The 17th Century: The Invention of the First "Computers" 

The devices often considered the first "computers" in our understanding were rather calculators than the sophisticated combination of hard and software we call computers today.
In 1642 Blaise Pascal, the son of a French tax collector, developed a device to perform additions. His numerical wheel calculator was a brass rectangular box and used eight movable dials to add sums up to eight figures long. Designed to help his father with his duties, the big disadvantage of the Pascaline was its limitation to addition.
Gottfried Wilhelm von Leibniz, a German mathematician and philosopher, in 1694 improved the Pascaline by creating a machine that could also multiply. As its predecessor Leibniz's mechanical multiplier likewise worked by a system of gears and dials. Leibniz also formulated a model that may be considered the theoretical ancestor of some modern computers. In De Arte Combinatoria (1666) Leibniz argued that all reasoning, all discover, verbal or not, is reducible to an ordered combination of elements, such as numbers, words, colors, or sounds.

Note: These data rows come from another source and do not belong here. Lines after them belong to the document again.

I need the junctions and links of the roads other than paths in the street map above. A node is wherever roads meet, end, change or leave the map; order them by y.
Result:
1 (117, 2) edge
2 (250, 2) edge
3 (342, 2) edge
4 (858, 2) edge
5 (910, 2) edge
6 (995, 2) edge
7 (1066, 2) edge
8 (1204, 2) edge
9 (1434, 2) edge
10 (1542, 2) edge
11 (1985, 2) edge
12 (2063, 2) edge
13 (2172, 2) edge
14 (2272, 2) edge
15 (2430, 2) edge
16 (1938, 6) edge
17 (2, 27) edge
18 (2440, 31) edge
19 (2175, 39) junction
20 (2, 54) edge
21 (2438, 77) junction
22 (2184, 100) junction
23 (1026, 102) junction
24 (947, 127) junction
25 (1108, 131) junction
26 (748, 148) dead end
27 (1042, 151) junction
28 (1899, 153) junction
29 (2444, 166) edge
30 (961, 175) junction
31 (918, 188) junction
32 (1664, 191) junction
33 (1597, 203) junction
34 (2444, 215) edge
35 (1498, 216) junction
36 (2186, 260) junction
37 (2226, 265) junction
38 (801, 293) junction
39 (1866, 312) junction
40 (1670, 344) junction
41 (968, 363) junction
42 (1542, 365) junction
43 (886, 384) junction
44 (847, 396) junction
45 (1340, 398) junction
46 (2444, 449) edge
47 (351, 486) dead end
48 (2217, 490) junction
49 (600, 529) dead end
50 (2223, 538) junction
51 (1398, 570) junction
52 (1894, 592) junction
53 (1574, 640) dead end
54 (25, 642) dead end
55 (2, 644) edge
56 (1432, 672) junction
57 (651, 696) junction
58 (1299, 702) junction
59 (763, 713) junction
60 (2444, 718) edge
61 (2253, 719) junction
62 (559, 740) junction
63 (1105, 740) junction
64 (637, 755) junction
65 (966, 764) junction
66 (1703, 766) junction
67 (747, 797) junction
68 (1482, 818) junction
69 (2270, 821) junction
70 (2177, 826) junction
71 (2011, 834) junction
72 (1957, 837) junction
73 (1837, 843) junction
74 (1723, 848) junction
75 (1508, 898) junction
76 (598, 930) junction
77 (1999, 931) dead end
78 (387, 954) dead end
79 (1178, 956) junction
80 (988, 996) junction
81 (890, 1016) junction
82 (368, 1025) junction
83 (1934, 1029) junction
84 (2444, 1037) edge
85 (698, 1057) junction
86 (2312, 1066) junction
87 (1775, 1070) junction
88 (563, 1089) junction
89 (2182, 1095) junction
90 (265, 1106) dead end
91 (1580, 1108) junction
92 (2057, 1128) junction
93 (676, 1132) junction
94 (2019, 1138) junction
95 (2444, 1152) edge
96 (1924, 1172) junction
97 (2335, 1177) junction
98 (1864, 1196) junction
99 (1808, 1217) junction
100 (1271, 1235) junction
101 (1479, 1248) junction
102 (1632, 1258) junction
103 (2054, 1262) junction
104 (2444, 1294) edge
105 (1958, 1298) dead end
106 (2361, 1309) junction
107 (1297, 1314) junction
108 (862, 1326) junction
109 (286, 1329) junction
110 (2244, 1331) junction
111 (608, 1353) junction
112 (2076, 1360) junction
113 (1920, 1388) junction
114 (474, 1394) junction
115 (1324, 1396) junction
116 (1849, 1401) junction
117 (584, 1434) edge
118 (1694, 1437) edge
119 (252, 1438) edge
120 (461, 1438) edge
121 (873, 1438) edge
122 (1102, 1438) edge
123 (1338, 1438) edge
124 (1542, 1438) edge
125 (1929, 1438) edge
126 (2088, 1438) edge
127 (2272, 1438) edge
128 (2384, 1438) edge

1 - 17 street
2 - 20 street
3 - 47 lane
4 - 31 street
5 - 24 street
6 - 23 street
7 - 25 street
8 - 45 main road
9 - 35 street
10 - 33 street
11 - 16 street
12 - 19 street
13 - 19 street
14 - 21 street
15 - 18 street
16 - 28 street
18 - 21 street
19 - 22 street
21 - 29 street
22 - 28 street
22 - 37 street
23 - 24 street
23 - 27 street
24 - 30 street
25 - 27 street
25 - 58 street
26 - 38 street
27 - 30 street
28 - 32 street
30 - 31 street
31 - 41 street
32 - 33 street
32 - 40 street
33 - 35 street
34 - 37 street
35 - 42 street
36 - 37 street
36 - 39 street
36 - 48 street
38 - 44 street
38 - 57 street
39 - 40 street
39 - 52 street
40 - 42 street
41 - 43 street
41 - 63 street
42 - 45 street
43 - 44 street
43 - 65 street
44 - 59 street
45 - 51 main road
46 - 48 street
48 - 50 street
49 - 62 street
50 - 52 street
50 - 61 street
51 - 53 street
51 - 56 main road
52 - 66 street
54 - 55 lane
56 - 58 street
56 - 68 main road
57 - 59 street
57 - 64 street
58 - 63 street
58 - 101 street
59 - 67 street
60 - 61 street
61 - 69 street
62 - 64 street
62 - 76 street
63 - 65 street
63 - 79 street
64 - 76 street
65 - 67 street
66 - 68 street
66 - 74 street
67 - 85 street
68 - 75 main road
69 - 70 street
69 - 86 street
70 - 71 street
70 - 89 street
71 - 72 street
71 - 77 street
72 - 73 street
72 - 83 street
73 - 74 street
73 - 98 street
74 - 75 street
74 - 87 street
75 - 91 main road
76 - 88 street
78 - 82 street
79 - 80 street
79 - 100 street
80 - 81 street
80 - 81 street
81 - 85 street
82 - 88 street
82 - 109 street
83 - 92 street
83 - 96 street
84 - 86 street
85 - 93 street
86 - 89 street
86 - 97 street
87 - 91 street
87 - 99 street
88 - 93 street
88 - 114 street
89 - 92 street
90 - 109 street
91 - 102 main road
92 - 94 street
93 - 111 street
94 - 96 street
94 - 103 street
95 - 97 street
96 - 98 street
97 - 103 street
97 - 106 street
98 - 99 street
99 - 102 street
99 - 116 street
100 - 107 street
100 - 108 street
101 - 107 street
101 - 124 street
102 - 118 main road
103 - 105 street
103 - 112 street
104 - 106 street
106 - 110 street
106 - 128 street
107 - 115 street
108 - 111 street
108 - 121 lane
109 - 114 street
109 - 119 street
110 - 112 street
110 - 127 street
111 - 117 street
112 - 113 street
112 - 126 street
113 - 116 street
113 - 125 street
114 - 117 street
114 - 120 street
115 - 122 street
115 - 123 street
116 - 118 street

Further improvements in the field of early computing devices were made by Charles Xavier Thomas de Colmar, a Frenchmen. His arithometer could not only add and multiply, but perform the four basic arithmetic functions and was widely used up until the First World War.


Calculator
Calculators are machines for automatically performing arithmetical operations and certain mathematical functions. Modern calculators are descendants of a digital arithmetic machine devised by Blaise Pascal in 1642. Later in the 17th century, Gottfried Wilhelm von Leibniz created a more advanced machine, and, especially in the late 19th century, inventors produced calculating machines that were smaller and smaller and less and less laborious to use.